__Exercise aim__.
Go through the records, and copy each line in which the string "Spacerowa" is present.

[Stored data entries]
****

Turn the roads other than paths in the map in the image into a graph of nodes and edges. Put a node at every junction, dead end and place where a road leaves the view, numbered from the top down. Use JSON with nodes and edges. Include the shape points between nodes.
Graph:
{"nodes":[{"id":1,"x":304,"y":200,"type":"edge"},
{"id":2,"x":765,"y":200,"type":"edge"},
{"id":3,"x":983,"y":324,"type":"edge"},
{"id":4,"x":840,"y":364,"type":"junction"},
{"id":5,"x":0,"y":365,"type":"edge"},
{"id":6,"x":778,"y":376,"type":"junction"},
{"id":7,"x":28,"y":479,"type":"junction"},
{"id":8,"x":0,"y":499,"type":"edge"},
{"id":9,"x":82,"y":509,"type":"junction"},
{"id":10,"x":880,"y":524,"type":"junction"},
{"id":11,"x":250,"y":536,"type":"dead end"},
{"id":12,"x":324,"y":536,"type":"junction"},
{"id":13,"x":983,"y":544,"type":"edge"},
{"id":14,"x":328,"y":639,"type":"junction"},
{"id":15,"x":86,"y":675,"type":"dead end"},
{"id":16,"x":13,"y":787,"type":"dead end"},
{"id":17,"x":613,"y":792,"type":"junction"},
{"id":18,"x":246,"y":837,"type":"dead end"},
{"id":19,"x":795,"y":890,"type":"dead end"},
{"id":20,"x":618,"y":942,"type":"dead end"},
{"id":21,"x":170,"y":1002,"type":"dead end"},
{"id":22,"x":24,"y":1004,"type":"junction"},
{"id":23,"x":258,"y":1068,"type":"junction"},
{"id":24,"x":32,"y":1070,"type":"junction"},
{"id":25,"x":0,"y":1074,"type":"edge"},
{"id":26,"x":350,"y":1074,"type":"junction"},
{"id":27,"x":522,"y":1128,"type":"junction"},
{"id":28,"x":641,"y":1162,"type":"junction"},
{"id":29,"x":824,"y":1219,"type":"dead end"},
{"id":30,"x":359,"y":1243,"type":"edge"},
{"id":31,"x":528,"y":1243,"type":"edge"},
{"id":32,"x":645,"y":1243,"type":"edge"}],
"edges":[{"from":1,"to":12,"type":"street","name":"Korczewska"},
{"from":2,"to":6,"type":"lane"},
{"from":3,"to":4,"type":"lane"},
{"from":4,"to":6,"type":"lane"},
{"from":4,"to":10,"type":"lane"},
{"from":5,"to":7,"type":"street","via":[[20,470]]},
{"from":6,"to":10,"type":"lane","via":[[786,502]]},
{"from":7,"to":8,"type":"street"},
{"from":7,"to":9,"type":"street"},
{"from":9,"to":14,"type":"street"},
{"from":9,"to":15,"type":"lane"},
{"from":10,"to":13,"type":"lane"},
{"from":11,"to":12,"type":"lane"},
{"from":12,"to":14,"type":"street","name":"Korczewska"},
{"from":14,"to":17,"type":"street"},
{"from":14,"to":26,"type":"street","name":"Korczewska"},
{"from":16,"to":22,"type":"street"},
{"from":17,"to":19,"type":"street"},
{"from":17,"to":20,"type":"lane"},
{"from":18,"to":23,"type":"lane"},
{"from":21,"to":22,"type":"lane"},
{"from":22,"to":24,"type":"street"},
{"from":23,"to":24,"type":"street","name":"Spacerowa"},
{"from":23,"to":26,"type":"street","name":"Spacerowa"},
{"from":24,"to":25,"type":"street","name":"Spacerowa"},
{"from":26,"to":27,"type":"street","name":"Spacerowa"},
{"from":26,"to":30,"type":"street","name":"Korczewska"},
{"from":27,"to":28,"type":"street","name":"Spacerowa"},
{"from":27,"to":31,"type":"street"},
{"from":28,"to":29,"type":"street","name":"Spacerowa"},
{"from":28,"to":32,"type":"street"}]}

****

__Written solution__.
{"from":23,"to":24,"type":"street","name":"Spacerowa"},
{"from":23,"to":26,"type":"street","name":"Spacerowa"},
{"from":24,"to":25,"type":"street","name":"Spacerowa"},
{"from":26,"to":27,"type":"street","name":"Spacerowa"},
{"from":27,"to":28,"type":"street","name":"Spacerowa"},
{"from":28,"to":29,"type":"street","name":"Spacerowa"},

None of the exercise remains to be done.